▸ Work item
From the material below, copy every line in which the word "ring" occurs.
- - -
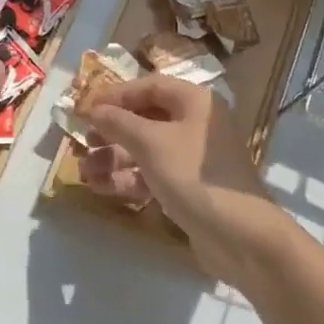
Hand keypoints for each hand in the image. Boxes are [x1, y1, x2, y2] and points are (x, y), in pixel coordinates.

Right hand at [81, 75, 293, 284]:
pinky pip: (153, 175)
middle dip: (111, 132)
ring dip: (114, 159)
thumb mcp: (150, 143)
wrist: (240, 236)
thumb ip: (118, 122)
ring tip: (85, 172)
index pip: (148, 87)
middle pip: (146, 119)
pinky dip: (129, 179)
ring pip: (146, 150)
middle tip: (84, 142)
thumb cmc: (194, 176)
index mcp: (195, 102)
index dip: (114, 95)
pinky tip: (102, 189)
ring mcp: (194, 159)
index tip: (84, 108)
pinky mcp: (190, 188)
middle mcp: (196, 125)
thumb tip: (93, 108)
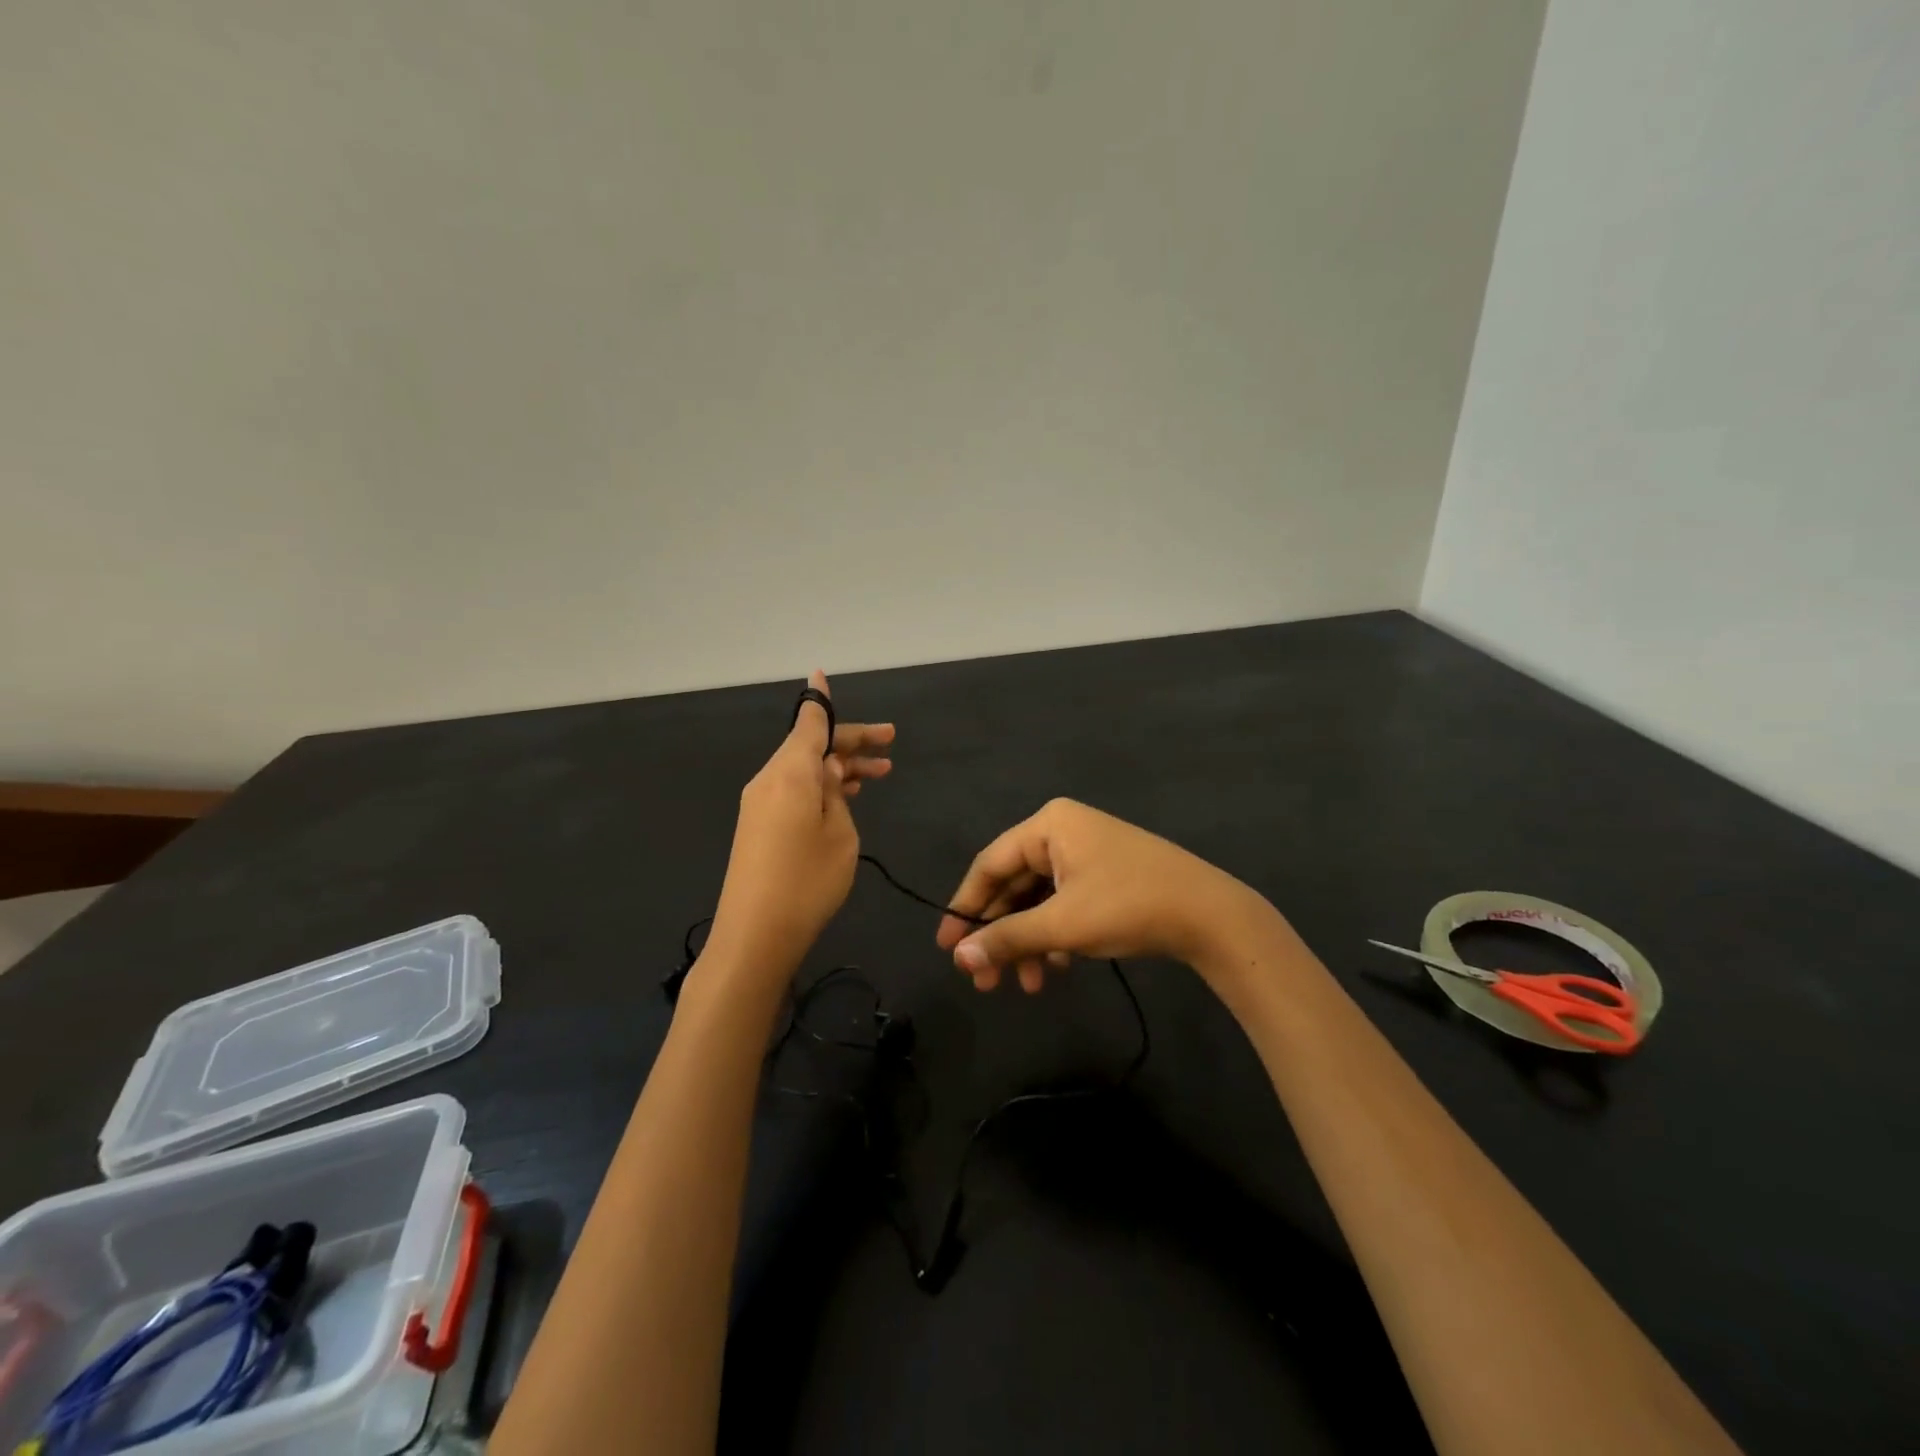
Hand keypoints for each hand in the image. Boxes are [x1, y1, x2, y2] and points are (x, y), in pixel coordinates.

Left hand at [707, 670, 893, 972]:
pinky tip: (847, 794)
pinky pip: (793, 790)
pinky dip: (821, 786)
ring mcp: (760, 803)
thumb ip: (837, 793)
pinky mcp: (758, 826)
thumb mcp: (840, 833)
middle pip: (811, 746)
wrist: (755, 936)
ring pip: (805, 769)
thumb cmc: (807, 881)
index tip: (823, 676)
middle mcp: (770, 780)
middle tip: (890, 743)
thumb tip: (829, 769)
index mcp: (790, 773)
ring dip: (840, 767)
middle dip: (851, 742)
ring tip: (881, 772)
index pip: (810, 723)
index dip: (823, 702)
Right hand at [935, 798, 1266, 992]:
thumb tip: (958, 958)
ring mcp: (1086, 853)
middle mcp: (1063, 832)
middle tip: (983, 980)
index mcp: (1048, 826)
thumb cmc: (1127, 906)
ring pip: (1039, 900)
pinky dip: (1055, 937)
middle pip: (1014, 885)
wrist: (1210, 915)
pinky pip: (1064, 904)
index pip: (990, 865)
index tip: (946, 947)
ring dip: (1028, 943)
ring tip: (1026, 987)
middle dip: (1001, 935)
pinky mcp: (1104, 876)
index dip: (965, 907)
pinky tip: (1057, 970)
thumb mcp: (1062, 925)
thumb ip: (1008, 939)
- - -
▸ Problem solution
ring dip: (114, 159)
ring tip: (85, 172)
ring pip: (146, 150)
ring mcp: (194, 159)
ring mcp: (760, 803)
ring pip: (805, 769)
ring dip: (840, 767)
ring tip: (881, 772)
ring mcp: (1086, 853)
ring pip: (1039, 900)
ring dip: (1028, 943)
ring tip: (1026, 987)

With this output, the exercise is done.